British climber finds body of his friend at Everest summit



A British man who climbed Everest found the body of his friend who had died just hours after conquering the summit only months before.

Rodney Hogg saw the body of his climbing friend Peter Kinloch on a ledge 1,000ft below the peak as he neared the summit.

Mr Kinloch, 28, had been attempting the Seven Summits Challenge last year, in which climbers attempt to conquer the highest peak of each continent.

But as he descended from the peak of Everest the Scots-born climber got into difficulty in bad weather conditions and died of frostbite and exhaustion.

Fellow climbers in his party said Kinloch, an IT specialist with Merseyside Police, suffered snow blindess and lost co-ordination before collapsing.

Three Nepalese Sherpas spent hours trying to resuscitate the climber but were forced to abandon his body on the mountain.

Mr Hogg, 44, told the Mirror: 'When I saw him I instantly knew it was Peter.
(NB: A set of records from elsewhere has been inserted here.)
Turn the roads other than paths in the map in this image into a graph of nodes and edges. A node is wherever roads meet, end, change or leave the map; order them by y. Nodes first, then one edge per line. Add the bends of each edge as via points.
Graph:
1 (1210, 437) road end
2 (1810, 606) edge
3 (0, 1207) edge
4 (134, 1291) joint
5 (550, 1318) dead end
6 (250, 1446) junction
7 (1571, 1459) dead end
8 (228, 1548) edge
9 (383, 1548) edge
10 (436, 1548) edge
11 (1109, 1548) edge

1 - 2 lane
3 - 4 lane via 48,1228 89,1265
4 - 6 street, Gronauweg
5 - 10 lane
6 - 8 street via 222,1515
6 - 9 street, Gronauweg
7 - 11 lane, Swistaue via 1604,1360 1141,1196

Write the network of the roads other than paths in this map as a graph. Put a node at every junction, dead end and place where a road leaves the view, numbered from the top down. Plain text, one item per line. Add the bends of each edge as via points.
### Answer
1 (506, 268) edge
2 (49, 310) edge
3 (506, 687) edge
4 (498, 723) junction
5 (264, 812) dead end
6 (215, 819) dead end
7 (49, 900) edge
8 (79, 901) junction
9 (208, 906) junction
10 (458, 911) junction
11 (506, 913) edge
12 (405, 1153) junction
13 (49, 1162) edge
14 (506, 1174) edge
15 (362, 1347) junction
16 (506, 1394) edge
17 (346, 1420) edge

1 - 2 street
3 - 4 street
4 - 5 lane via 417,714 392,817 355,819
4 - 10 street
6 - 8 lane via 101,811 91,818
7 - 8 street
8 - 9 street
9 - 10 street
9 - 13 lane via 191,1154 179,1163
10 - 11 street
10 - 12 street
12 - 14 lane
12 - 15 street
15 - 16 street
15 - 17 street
You could see his face. It was like he was lying on his back taking a rest.'

The BBC employee was raising money for Children In Need and had the charity's mascot Pudsey Bear with him as he climbed the peak in May with a 10-man team.

'It was too dangerous to climb down to get closer to him so I had an emotional moment up there to pay my respects,' said Mr Hogg.

Mr Kinloch's parents had asked their son's friend to bring back the dead man's camera if found as it contained the last pictures of their son, including his happiness at achieving the summit of Everest, but it was not possible to retrieve the camera.

Mr Hogg explained that the Sherpas had clipped his friend to a fixed line on the mountainside before he died, which means his body is likely to remain there forever unless he is cut free.

Experts believe Everest holds the bodies of at least 200 climbers who have died in their attempts to scale the mountain.

The mountain is five-and-a-half miles above sea level, with an exact height of 29,029ft, and straddles the border of Nepal and Tibet in the Himalayas.